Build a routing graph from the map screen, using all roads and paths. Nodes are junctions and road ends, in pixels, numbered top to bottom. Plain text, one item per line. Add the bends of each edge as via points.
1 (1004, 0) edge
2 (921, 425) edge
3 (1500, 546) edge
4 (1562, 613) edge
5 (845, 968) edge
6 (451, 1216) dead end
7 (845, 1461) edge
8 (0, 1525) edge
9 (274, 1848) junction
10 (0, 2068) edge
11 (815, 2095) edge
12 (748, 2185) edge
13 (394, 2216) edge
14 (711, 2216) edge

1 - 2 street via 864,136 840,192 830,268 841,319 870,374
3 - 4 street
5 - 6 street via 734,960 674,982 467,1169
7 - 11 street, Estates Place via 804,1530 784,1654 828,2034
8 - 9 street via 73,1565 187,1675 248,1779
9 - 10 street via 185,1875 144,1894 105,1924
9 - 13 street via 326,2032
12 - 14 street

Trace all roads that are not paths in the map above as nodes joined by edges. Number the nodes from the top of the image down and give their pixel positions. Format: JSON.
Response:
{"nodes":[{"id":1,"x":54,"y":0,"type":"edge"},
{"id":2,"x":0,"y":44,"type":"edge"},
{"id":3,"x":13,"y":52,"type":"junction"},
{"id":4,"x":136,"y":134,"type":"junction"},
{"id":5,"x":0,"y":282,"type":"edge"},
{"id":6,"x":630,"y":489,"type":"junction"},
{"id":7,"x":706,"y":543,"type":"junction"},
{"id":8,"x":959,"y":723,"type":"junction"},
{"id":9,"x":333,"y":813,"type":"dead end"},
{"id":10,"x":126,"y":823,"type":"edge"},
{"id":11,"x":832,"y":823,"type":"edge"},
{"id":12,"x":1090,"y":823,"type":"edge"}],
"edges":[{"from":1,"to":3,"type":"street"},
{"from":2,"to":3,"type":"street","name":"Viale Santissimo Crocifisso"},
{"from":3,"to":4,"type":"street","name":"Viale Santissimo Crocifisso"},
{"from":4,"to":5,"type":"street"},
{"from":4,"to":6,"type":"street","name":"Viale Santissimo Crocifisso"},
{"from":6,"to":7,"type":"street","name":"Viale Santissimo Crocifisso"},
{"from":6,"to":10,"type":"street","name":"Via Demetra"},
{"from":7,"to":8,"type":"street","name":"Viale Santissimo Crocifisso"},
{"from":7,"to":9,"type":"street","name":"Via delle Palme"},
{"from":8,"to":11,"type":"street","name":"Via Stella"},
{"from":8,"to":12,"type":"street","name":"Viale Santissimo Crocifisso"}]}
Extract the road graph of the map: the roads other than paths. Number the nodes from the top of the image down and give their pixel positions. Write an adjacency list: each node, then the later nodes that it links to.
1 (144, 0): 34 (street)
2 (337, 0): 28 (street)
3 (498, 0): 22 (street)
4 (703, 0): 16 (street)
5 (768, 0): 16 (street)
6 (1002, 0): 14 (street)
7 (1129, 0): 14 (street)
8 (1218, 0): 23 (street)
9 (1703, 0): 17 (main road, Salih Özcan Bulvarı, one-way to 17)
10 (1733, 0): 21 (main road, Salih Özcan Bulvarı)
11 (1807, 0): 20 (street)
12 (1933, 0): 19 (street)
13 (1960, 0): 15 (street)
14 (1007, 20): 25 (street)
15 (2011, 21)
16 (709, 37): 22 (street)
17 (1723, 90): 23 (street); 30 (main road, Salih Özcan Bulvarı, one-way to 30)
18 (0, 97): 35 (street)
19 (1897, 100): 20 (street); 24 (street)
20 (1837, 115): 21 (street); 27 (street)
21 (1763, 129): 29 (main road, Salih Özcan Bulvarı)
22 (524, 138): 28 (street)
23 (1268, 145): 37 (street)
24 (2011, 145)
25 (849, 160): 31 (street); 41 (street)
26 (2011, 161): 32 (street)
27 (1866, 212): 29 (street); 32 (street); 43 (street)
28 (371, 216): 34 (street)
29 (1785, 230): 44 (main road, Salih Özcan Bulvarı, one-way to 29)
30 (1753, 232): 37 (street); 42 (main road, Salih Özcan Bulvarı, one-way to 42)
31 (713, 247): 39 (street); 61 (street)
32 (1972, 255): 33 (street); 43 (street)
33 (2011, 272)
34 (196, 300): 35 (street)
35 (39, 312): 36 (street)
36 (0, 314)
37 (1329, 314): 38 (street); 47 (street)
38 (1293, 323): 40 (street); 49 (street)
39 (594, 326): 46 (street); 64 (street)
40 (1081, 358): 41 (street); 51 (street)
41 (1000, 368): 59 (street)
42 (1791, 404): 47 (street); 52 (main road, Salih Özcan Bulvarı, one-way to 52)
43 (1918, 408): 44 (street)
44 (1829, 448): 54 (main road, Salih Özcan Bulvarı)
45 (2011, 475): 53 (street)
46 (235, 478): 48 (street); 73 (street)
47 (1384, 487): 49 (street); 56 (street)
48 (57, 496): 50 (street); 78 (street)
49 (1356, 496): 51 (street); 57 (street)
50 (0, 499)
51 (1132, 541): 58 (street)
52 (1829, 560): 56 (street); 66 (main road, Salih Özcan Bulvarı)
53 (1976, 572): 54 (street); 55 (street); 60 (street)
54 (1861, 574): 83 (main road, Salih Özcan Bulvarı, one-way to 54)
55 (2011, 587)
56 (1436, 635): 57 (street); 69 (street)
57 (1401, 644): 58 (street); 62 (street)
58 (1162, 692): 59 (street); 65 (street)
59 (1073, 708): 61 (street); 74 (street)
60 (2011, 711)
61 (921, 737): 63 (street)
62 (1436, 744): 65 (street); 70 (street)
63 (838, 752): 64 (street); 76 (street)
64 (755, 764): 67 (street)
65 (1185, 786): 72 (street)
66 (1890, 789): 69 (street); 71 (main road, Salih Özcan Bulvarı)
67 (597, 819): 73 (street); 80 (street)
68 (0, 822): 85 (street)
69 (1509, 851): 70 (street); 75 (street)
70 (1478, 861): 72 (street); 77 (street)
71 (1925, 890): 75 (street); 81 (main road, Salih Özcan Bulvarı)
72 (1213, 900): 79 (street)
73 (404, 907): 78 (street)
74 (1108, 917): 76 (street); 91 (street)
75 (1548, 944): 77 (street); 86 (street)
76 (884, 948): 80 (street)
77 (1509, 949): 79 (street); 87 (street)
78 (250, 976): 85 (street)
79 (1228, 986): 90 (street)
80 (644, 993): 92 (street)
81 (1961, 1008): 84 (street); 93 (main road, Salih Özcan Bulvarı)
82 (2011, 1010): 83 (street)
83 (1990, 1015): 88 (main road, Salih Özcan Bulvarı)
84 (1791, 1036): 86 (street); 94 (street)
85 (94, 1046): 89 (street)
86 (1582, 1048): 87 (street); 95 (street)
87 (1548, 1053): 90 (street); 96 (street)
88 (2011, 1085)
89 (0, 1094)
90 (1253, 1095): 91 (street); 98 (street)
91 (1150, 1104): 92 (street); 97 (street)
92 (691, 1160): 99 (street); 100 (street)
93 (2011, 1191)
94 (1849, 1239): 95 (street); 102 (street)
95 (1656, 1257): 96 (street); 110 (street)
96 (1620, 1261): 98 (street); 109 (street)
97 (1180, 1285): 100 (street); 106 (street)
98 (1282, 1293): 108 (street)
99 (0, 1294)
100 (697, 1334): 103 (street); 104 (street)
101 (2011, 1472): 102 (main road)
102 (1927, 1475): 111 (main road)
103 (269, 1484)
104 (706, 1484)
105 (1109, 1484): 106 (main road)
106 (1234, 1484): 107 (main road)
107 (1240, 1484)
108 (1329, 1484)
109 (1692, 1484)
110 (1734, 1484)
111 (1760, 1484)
+++
Reproduce the data in full, exactly.

Build a routing graph from the map screen, using all roads and paths. Nodes are junctions and road ends, in pixels, numbered top to bottom. Plain text, one item per line. Add the bends of each edge as via points.
1 (1004, 0) edge
2 (921, 425) edge
3 (1500, 546) edge
4 (1562, 613) edge
5 (845, 968) edge
6 (451, 1216) dead end
7 (845, 1461) edge
8 (0, 1525) edge
9 (274, 1848) junction
10 (0, 2068) edge
11 (815, 2095) edge
12 (748, 2185) edge
13 (394, 2216) edge
14 (711, 2216) edge

1 - 2 street via 864,136 840,192 830,268 841,319 870,374
3 - 4 street
5 - 6 street via 734,960 674,982 467,1169
7 - 11 street, Estates Place via 804,1530 784,1654 828,2034
8 - 9 street via 73,1565 187,1675 248,1779
9 - 10 street via 185,1875 144,1894 105,1924
9 - 13 street via 326,2032
12 - 14 street

Trace all roads that are not paths in the map above as nodes joined by edges. Number the nodes from the top of the image down and give their pixel positions. Format: JSON.
Response:
{"nodes":[{"id":1,"x":54,"y":0,"type":"edge"},
{"id":2,"x":0,"y":44,"type":"edge"},
{"id":3,"x":13,"y":52,"type":"junction"},
{"id":4,"x":136,"y":134,"type":"junction"},
{"id":5,"x":0,"y":282,"type":"edge"},
{"id":6,"x":630,"y":489,"type":"junction"},
{"id":7,"x":706,"y":543,"type":"junction"},
{"id":8,"x":959,"y":723,"type":"junction"},
{"id":9,"x":333,"y":813,"type":"dead end"},
{"id":10,"x":126,"y":823,"type":"edge"},
{"id":11,"x":832,"y":823,"type":"edge"},
{"id":12,"x":1090,"y":823,"type":"edge"}],
"edges":[{"from":1,"to":3,"type":"street"},
{"from":2,"to":3,"type":"street","name":"Viale Santissimo Crocifisso"},
{"from":3,"to":4,"type":"street","name":"Viale Santissimo Crocifisso"},
{"from":4,"to":5,"type":"street"},
{"from":4,"to":6,"type":"street","name":"Viale Santissimo Crocifisso"},
{"from":6,"to":7,"type":"street","name":"Viale Santissimo Crocifisso"},
{"from":6,"to":10,"type":"street","name":"Via Demetra"},
{"from":7,"to":8,"type":"street","name":"Viale Santissimo Crocifisso"},
{"from":7,"to":9,"type":"street","name":"Via delle Palme"},
{"from":8,"to":11,"type":"street","name":"Via Stella"},
{"from":8,"to":12,"type":"street","name":"Viale Santissimo Crocifisso"}]}
Extract the road graph of the map: the roads other than paths. Number the nodes from the top of the image down and give their pixel positions. Write an adjacency list: each node, then the later nodes that it links to.
1 (144, 0): 34 (street)
2 (337, 0): 28 (street)
3 (498, 0): 22 (street)
4 (703, 0): 16 (street)
5 (768, 0): 16 (street)
6 (1002, 0): 14 (street)
7 (1129, 0): 14 (street)
8 (1218, 0): 23 (street)
9 (1703, 0): 17 (main road, Salih Özcan Bulvarı, one-way to 17)
10 (1733, 0): 21 (main road, Salih Özcan Bulvarı)
11 (1807, 0): 20 (street)
12 (1933, 0): 19 (street)
13 (1960, 0): 15 (street)
14 (1007, 20): 25 (street)
15 (2011, 21)
16 (709, 37): 22 (street)
17 (1723, 90): 23 (street); 30 (main road, Salih Özcan Bulvarı, one-way to 30)
18 (0, 97): 35 (street)
19 (1897, 100): 20 (street); 24 (street)
20 (1837, 115): 21 (street); 27 (street)
21 (1763, 129): 29 (main road, Salih Özcan Bulvarı)
22 (524, 138): 28 (street)
23 (1268, 145): 37 (street)
24 (2011, 145)
25 (849, 160): 31 (street); 41 (street)
26 (2011, 161): 32 (street)
27 (1866, 212): 29 (street); 32 (street); 43 (street)
28 (371, 216): 34 (street)
29 (1785, 230): 44 (main road, Salih Özcan Bulvarı, one-way to 29)
30 (1753, 232): 37 (street); 42 (main road, Salih Özcan Bulvarı, one-way to 42)
31 (713, 247): 39 (street); 61 (street)
32 (1972, 255): 33 (street); 43 (street)
33 (2011, 272)
34 (196, 300): 35 (street)
35 (39, 312): 36 (street)
36 (0, 314)
37 (1329, 314): 38 (street); 47 (street)
38 (1293, 323): 40 (street); 49 (street)
39 (594, 326): 46 (street); 64 (street)
40 (1081, 358): 41 (street); 51 (street)
41 (1000, 368): 59 (street)
42 (1791, 404): 47 (street); 52 (main road, Salih Özcan Bulvarı, one-way to 52)
43 (1918, 408): 44 (street)
44 (1829, 448): 54 (main road, Salih Özcan Bulvarı)
45 (2011, 475): 53 (street)
46 (235, 478): 48 (street); 73 (street)
47 (1384, 487): 49 (street); 56 (street)
48 (57, 496): 50 (street); 78 (street)
49 (1356, 496): 51 (street); 57 (street)
50 (0, 499)
51 (1132, 541): 58 (street)
52 (1829, 560): 56 (street); 66 (main road, Salih Özcan Bulvarı)
53 (1976, 572): 54 (street); 55 (street); 60 (street)
54 (1861, 574): 83 (main road, Salih Özcan Bulvarı, one-way to 54)
55 (2011, 587)
56 (1436, 635): 57 (street); 69 (street)
57 (1401, 644): 58 (street); 62 (street)
58 (1162, 692): 59 (street); 65 (street)
59 (1073, 708): 61 (street); 74 (street)
60 (2011, 711)
61 (921, 737): 63 (street)
62 (1436, 744): 65 (street); 70 (street)
63 (838, 752): 64 (street); 76 (street)
64 (755, 764): 67 (street)
65 (1185, 786): 72 (street)
66 (1890, 789): 69 (street); 71 (main road, Salih Özcan Bulvarı)
67 (597, 819): 73 (street); 80 (street)
68 (0, 822): 85 (street)
69 (1509, 851): 70 (street); 75 (street)
70 (1478, 861): 72 (street); 77 (street)
71 (1925, 890): 75 (street); 81 (main road, Salih Özcan Bulvarı)
72 (1213, 900): 79 (street)
73 (404, 907): 78 (street)
74 (1108, 917): 76 (street); 91 (street)
75 (1548, 944): 77 (street); 86 (street)
76 (884, 948): 80 (street)
77 (1509, 949): 79 (street); 87 (street)
78 (250, 976): 85 (street)
79 (1228, 986): 90 (street)
80 (644, 993): 92 (street)
81 (1961, 1008): 84 (street); 93 (main road, Salih Özcan Bulvarı)
82 (2011, 1010): 83 (street)
83 (1990, 1015): 88 (main road, Salih Özcan Bulvarı)
84 (1791, 1036): 86 (street); 94 (street)
85 (94, 1046): 89 (street)
86 (1582, 1048): 87 (street); 95 (street)
87 (1548, 1053): 90 (street); 96 (street)
88 (2011, 1085)
89 (0, 1094)
90 (1253, 1095): 91 (street); 98 (street)
91 (1150, 1104): 92 (street); 97 (street)
92 (691, 1160): 99 (street); 100 (street)
93 (2011, 1191)
94 (1849, 1239): 95 (street); 102 (street)
95 (1656, 1257): 96 (street); 110 (street)
96 (1620, 1261): 98 (street); 109 (street)
97 (1180, 1285): 100 (street); 106 (street)
98 (1282, 1293): 108 (street)
99 (0, 1294)
100 (697, 1334): 103 (street); 104 (street)
101 (2011, 1472): 102 (main road)
102 (1927, 1475): 111 (main road)
103 (269, 1484)
104 (706, 1484)
105 (1109, 1484): 106 (main road)
106 (1234, 1484): 107 (main road)
107 (1240, 1484)
108 (1329, 1484)
109 (1692, 1484)
110 (1734, 1484)
111 (1760, 1484)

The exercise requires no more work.